Он постучал и вошел, не дожидаясь ответа. Хлопнувшая о косяк решетчатая дверь разбудила меня. Я глянул на дедушкину кровать. Она была пуста, как всегда, но из кухни тянулся дымок его сигареты.
В ту пору мне было пятнадцать лет. Почти все эти годы я провел в маленьком домике деда. Его руки, сильные руки человека, выращивающего деревья, растили и меня. Его глаза следили за тем, как я рос и взрослел. Его губы обматывали меня, как привитую ветку, плотным пальмовым волокном своих историй. «Сирота старого Миркина» — так называли меня в деревне, но дедушка Яков, мой милосердный, ревнивый и мстительный дед, всегда называл меня «Малыш».
Старый он был уже и очень бледный. Словно и сам раз навсегда окунулся в тот белый раствор, которым каждую весну белил стволы деревьев своего сада. Низкорослый, жилистый, усатый и лысеющий человек. С годами его глаза все глубже уходили в орбиты, пока их прежний блеск не исчез насовсем. Теперь только два озерка сероватого тумана глядели оттуда.
Летними ночами дедушка любил сидеть за кухонным столом в поношенной рабочей майке и синих коротких штанах, окруженный горьким дымом сигареты и сладким запахом молока и деревьев, и, покачивая торчащими из штанин искривленными работой черенками ног, размышлять о былых свершениях и проступках.

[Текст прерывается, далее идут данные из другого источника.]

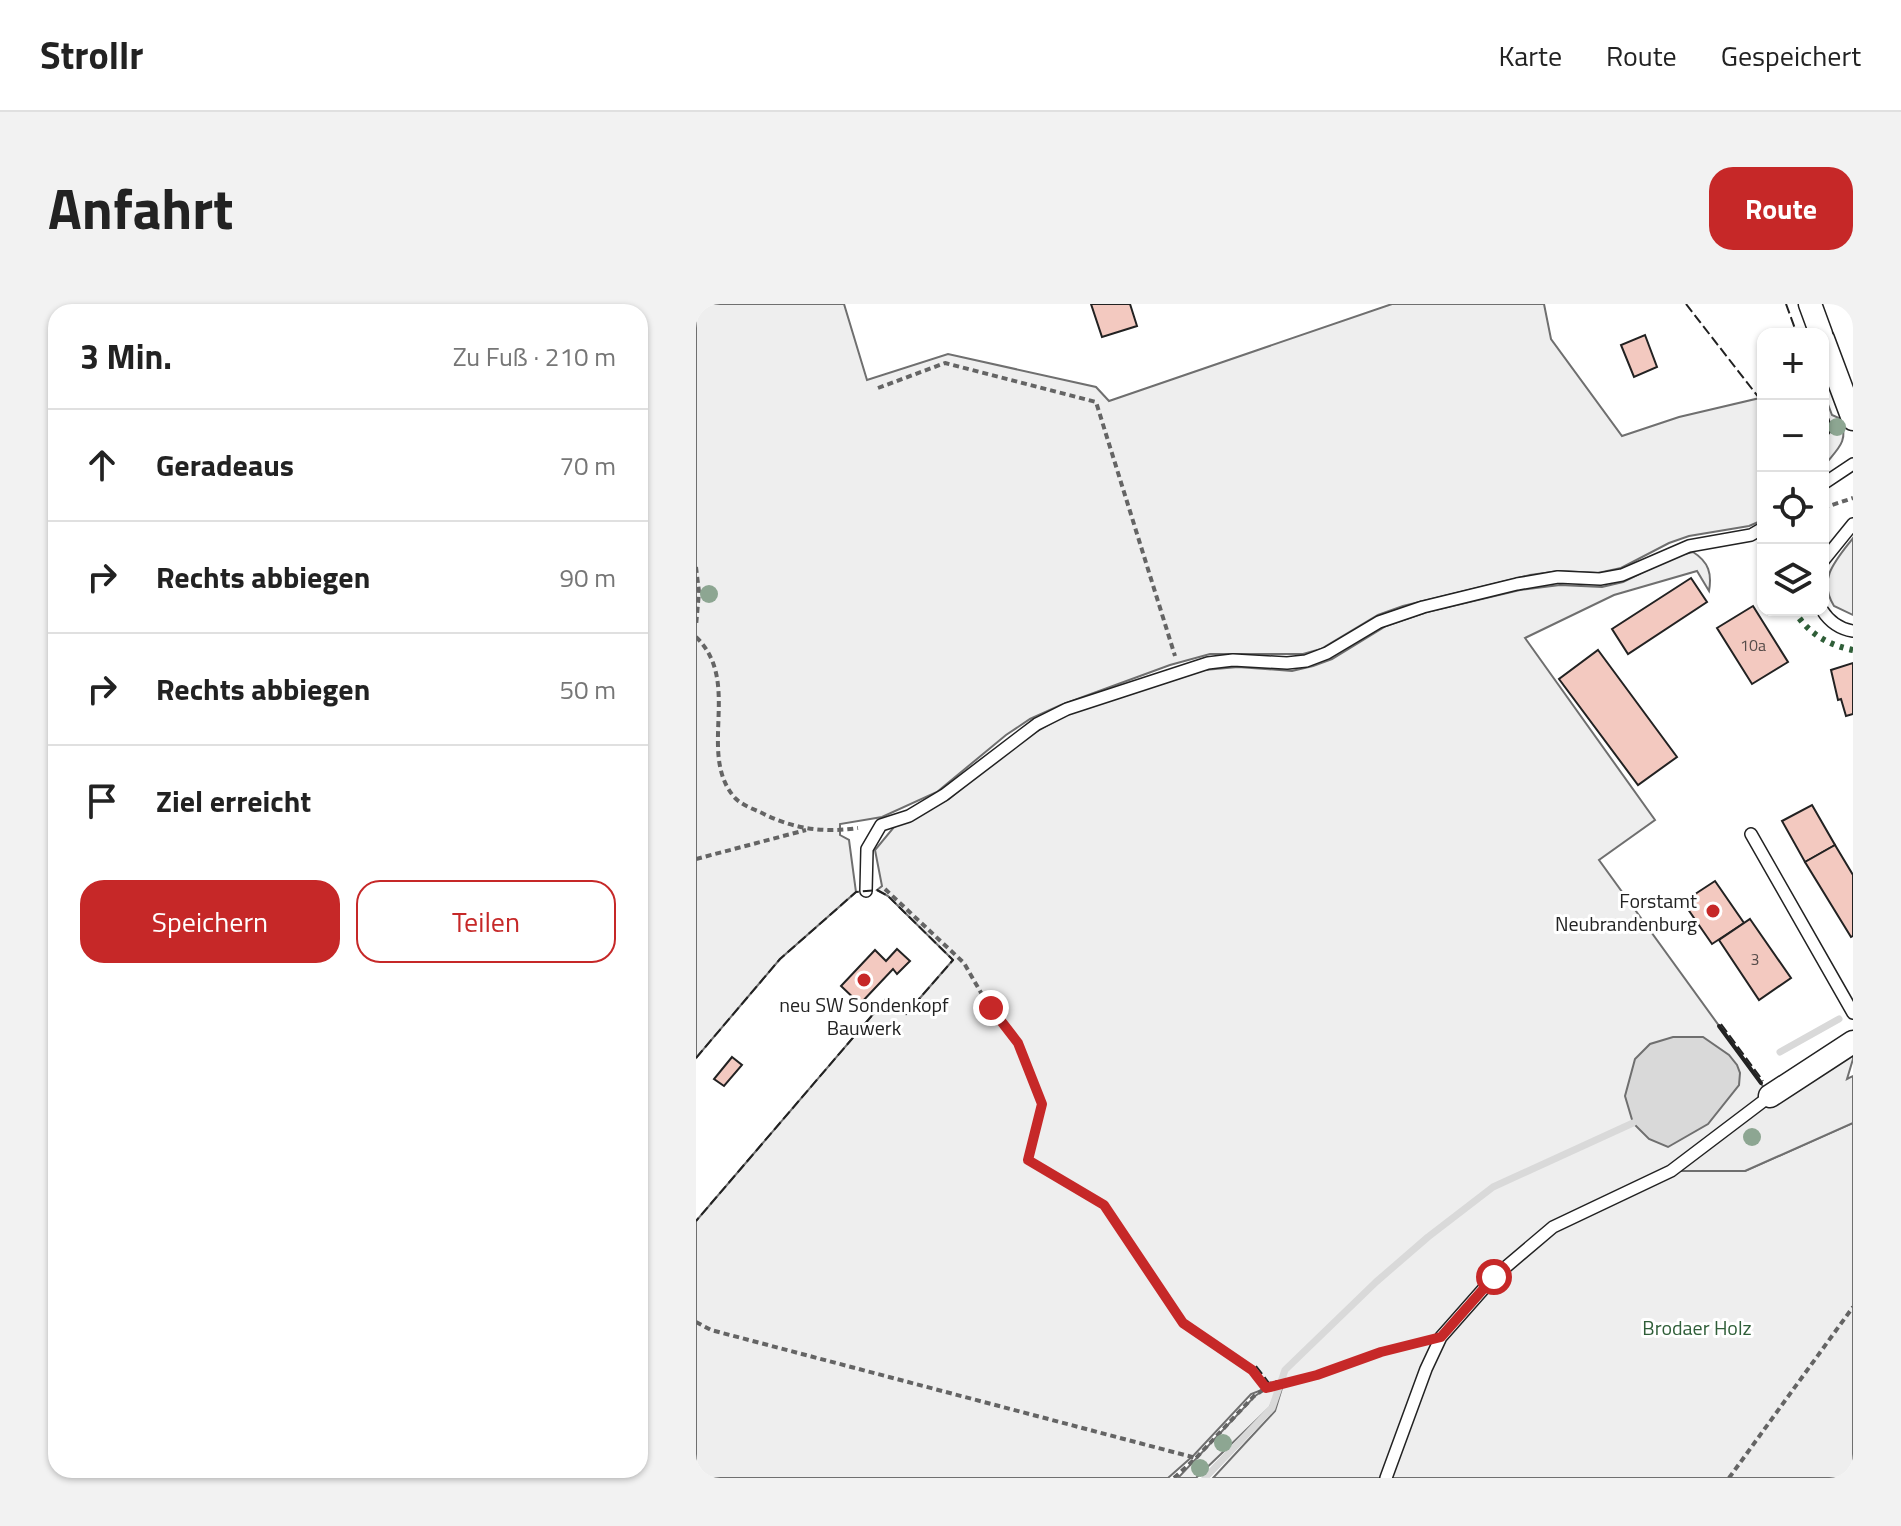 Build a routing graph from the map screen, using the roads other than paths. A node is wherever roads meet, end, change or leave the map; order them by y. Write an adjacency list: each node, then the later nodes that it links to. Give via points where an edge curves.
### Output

Он писал сам себе короткие записки на маленьких клочках бумаги, и они порхали потом по всему дому, точно стайки бабочек-белянок. Он все время ждал возвращения всех, кого утратил. «Встанут во плоти перед моими глазами», — прочел я однажды на одной из бумажек, которая спланировала прямо мне в руки.
С тех первых дней, что я себя помню, и до самого дня его смерти я много раз спрашивал у него: «О чем ты все время думаешь, дедушка?» — и он всегда отвечал мне одно и то же: «О себе, Малыш, и о тебе».
Мы жили в старой времянке. Иглы казуарин шуршащим ковром покрывали крышу нашего небольшого жилища, и дважды в год, по приказу дедушки, я поднимался туда и сгребал толстые пласты зеленой хвои. Пол дома был слегка приподнят над землей, чтобы сырость и насекомые не источили деревянные доски, и из мрачного, тесного пространства под полом то и дело доносились звуки жестоких сражений змей с ежами да мягкий шелест чешуек медяницы. Как-то раз, после того как в комнату вползла огромная сороконожка, дедушка обложил подпол кирпичами, закрыв его со всех сторон. Но поднявшиеся оттуда предсмертные стоны и мольбы о милосердии заставили его разобрать кирпичи, и больше он уже не повторял этой попытки.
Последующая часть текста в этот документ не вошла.